Andrew Goodwin

Personal information
- Full name: Andrew John Goodwin
- Born: 3 September 1982 (age 44) Burton-on-Trent, Staffordshire, England
- Batting: Left-handed
- Bowling: Leg break

Domestic team information
- 2001: Derbyshire Cricket Board

Career statistics
| Competition | List A |
| Matches | 2 |
| Runs scored | 38 |
| Batting average | 19.00 |
| 100s/50s | –/– |
| Top score | 38 |
| Balls bowled | – |
| Wickets | – |
| Bowling average | – |
| 5 wickets in innings | – |
| 10 wickets in match | – |
| Best bowling | – |
| Catches/stumpings | 1/– |
- Source: Cricinfo, 13 October 2010

= Andrew Goodwin (cricketer) =

English cricketer

Andrew John Goodwin (born 3 September 1982) is a former English cricketer.

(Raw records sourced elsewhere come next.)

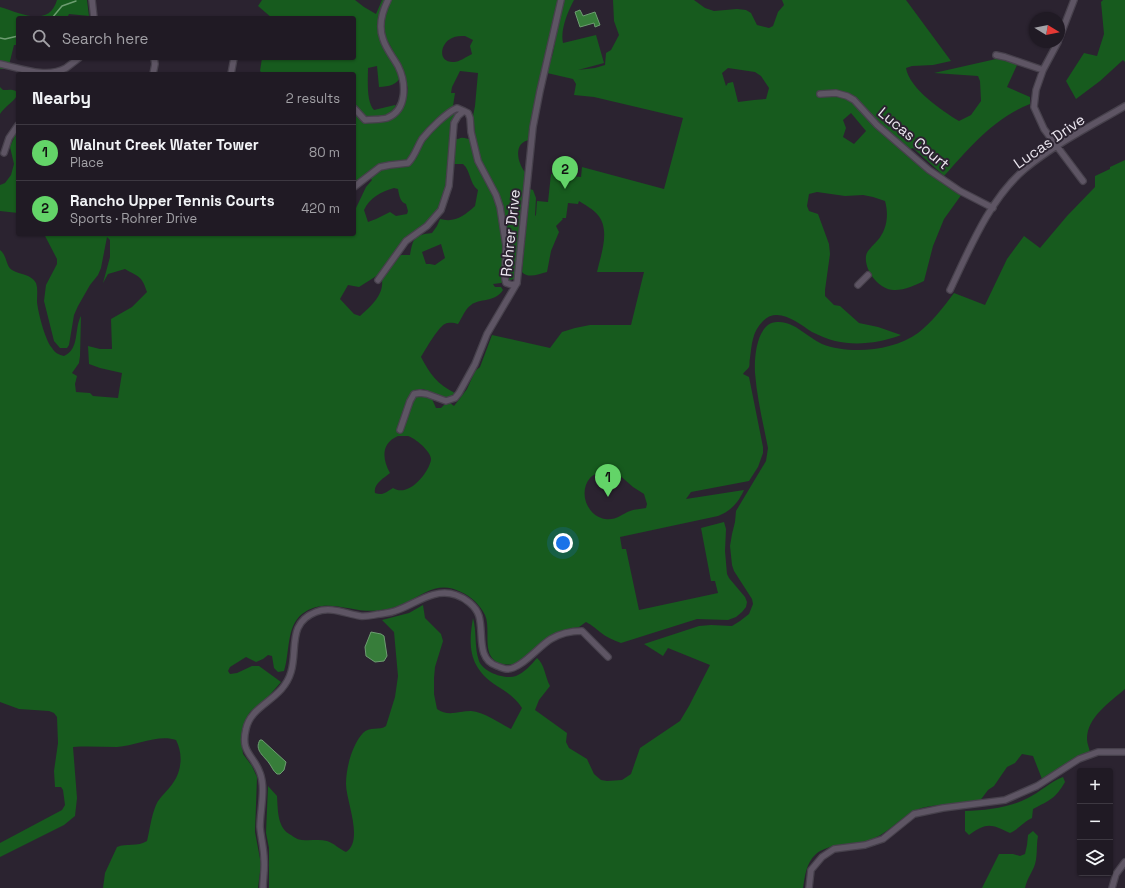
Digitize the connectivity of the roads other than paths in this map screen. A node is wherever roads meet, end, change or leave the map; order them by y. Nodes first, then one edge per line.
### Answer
1 (92, 0) edge
2 (388, 0) edge
3 (560, 0) edge
4 (1074, 0) edge
5 (94, 16) edge
6 (1065, 23) edge
7 (1055, 48) edge
8 (996, 55) dead end
9 (76, 60) edge
10 (154, 60) edge
11 (234, 60) edge
12 (0, 64) edge
13 (1043, 70) junction
14 (34, 72) edge
15 (57, 72) edge
16 (153, 72) edge
17 (230, 72) edge
18 (820, 94) dead end
19 (1125, 106) edge
20 (356, 110) edge
21 (464, 111) junction
22 (16, 128) edge
23 (1057, 146) junction
24 (4, 153) dead end
25 (1083, 181) dead end
26 (356, 186) edge
27 (993, 208) junction
28 (868, 275) dead end
29 (378, 280) dead end
30 (517, 283) junction
31 (858, 285) dead end
32 (950, 290) dead end
33 (400, 430) dead end
34 (608, 656) dead end
35 (1125, 752) edge
36 (1125, 862) edge
37 (263, 888) edge
38 (809, 888) edge
39 (1112, 888) edge

1 - 5 street
2 - 20 street
3 - 30 street, Rohrer Drive
4 - 6 street
7 - 13 street
8 - 13 street
9 - 15 street
10 - 16 street
11 - 17 street
12 - 14 street
13 - 23 street
18 - 27 street, Lucas Court
19 - 23 street, Lucas Drive
21 - 26 street
21 - 29 street
21 - 30 street
22 - 24 street
23 - 25 street
23 - 27 street, Lucas Drive
27 - 32 street, Lucas Drive
28 - 31 street
30 - 33 street, Rohrer Drive
34 - 37 street
35 - 38 street
36 - 39 street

Goodwin was a left-handed opening-batsman who bowled leg break. He was born at Burton-on-Trent, Staffordshire.

Goodwin represented the Derbyshire Cricket Board in two List A matches against Wiltshire and Cambridgeshire in the 2001 Cheltenham & Gloucester Trophy. Against Wiltshire, he was dismissed for 38 by James Tomlinson, while against Cambridgeshire he was dismissed for a duck by Ajaz Akhtar. In that same season, he also appeared for the Derbyshire Cricket Board in three MCCA Knockout Trophy matches.